* [Given information]:
=== Section Start ===

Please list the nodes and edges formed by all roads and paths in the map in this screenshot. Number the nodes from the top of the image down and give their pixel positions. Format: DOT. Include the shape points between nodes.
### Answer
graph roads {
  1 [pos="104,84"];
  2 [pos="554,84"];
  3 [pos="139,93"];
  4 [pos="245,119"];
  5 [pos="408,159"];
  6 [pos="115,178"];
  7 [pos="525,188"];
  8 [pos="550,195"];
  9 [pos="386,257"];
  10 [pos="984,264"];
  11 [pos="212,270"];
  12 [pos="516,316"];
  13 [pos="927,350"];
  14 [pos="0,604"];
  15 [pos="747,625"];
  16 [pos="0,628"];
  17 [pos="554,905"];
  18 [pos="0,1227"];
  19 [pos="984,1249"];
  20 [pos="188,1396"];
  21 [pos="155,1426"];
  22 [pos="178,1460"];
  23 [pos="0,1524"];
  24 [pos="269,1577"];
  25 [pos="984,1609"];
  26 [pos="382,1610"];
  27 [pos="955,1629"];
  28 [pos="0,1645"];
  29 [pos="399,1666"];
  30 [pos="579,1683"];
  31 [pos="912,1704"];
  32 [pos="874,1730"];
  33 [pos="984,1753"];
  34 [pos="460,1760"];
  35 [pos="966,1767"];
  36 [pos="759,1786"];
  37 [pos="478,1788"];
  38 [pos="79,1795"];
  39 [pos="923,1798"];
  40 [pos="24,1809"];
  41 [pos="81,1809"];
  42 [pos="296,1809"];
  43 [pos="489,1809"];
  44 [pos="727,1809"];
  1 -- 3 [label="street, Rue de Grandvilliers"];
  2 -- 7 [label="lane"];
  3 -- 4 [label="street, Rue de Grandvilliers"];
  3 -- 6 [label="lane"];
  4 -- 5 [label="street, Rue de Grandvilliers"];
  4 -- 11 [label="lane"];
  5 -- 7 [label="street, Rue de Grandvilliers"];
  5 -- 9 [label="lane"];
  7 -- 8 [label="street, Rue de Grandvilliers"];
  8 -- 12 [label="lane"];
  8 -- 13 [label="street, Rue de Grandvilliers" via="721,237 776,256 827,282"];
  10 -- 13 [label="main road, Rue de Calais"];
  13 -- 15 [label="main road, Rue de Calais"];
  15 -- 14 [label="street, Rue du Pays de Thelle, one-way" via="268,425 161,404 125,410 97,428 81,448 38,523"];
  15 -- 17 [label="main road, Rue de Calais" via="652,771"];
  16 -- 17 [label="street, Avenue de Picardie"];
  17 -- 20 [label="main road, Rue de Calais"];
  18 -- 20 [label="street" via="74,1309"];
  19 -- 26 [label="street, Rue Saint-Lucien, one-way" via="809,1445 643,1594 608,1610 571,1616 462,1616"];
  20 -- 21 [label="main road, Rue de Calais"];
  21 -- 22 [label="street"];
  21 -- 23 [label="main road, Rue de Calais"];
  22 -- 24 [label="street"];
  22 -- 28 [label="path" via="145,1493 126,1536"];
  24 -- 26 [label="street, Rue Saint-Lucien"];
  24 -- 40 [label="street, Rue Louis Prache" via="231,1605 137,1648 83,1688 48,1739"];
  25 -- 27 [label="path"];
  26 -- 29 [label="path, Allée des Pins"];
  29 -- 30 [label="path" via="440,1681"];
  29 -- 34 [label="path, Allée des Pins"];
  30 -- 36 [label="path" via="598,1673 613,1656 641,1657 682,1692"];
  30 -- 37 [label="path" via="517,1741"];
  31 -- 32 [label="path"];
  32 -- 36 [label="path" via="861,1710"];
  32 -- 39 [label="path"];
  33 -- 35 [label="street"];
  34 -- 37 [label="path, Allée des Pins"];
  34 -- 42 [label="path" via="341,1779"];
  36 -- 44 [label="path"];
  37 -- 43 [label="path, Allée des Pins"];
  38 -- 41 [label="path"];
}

=== Section End ===

* [What the exercise asks]: Having read the material, set all of it down again without a single difference.

* [Solution below]:
Please list the nodes and edges formed by all roads and paths in the map in this screenshot. Number the nodes from the top of the image down and give their pixel positions. Format: DOT. Include the shape points between nodes.
### Answer
graph roads {
  1 [pos="104,84"];
  2 [pos="554,84"];
  3 [pos="139,93"];
  4 [pos="245,119"];
  5 [pos="408,159"];
  6 [pos="115,178"];
  7 [pos="525,188"];
  8 [pos="550,195"];
  9 [pos="386,257"];
  10 [pos="984,264"];
  11 [pos="212,270"];
  12 [pos="516,316"];
  13 [pos="927,350"];
  14 [pos="0,604"];
  15 [pos="747,625"];
  16 [pos="0,628"];
  17 [pos="554,905"];
  18 [pos="0,1227"];
  19 [pos="984,1249"];
  20 [pos="188,1396"];
  21 [pos="155,1426"];
  22 [pos="178,1460"];
  23 [pos="0,1524"];
  24 [pos="269,1577"];
  25 [pos="984,1609"];
  26 [pos="382,1610"];
  27 [pos="955,1629"];
  28 [pos="0,1645"];
  29 [pos="399,1666"];
  30 [pos="579,1683"];
  31 [pos="912,1704"];
  32 [pos="874,1730"];
  33 [pos="984,1753"];
  34 [pos="460,1760"];
  35 [pos="966,1767"];
  36 [pos="759,1786"];
  37 [pos="478,1788"];
  38 [pos="79,1795"];
  39 [pos="923,1798"];
  40 [pos="24,1809"];
  41 [pos="81,1809"];
  42 [pos="296,1809"];
  43 [pos="489,1809"];
  44 [pos="727,1809"];
  1 -- 3 [label="street, Rue de Grandvilliers"];
  2 -- 7 [label="lane"];
  3 -- 4 [label="street, Rue de Grandvilliers"];
  3 -- 6 [label="lane"];
  4 -- 5 [label="street, Rue de Grandvilliers"];
  4 -- 11 [label="lane"];
  5 -- 7 [label="street, Rue de Grandvilliers"];
  5 -- 9 [label="lane"];
  7 -- 8 [label="street, Rue de Grandvilliers"];
  8 -- 12 [label="lane"];
  8 -- 13 [label="street, Rue de Grandvilliers" via="721,237 776,256 827,282"];
  10 -- 13 [label="main road, Rue de Calais"];
  13 -- 15 [label="main road, Rue de Calais"];
  15 -- 14 [label="street, Rue du Pays de Thelle, one-way" via="268,425 161,404 125,410 97,428 81,448 38,523"];
  15 -- 17 [label="main road, Rue de Calais" via="652,771"];
  16 -- 17 [label="street, Avenue de Picardie"];
  17 -- 20 [label="main road, Rue de Calais"];
  18 -- 20 [label="street" via="74,1309"];
  19 -- 26 [label="street, Rue Saint-Lucien, one-way" via="809,1445 643,1594 608,1610 571,1616 462,1616"];
  20 -- 21 [label="main road, Rue de Calais"];
  21 -- 22 [label="street"];
  21 -- 23 [label="main road, Rue de Calais"];
  22 -- 24 [label="street"];
  22 -- 28 [label="path" via="145,1493 126,1536"];
  24 -- 26 [label="street, Rue Saint-Lucien"];
  24 -- 40 [label="street, Rue Louis Prache" via="231,1605 137,1648 83,1688 48,1739"];
  25 -- 27 [label="path"];
  26 -- 29 [label="path, Allée des Pins"];
  29 -- 30 [label="path" via="440,1681"];
  29 -- 34 [label="path, Allée des Pins"];
  30 -- 36 [label="path" via="598,1673 613,1656 641,1657 682,1692"];
  30 -- 37 [label="path" via="517,1741"];
  31 -- 32 [label="path"];
  32 -- 36 [label="path" via="861,1710"];
  32 -- 39 [label="path"];
  33 -- 35 [label="street"];
  34 -- 37 [label="path, Allée des Pins"];
  34 -- 42 [label="path" via="341,1779"];
  36 -- 44 [label="path"];
  37 -- 43 [label="path, Allée des Pins"];
  38 -- 41 [label="path"];
}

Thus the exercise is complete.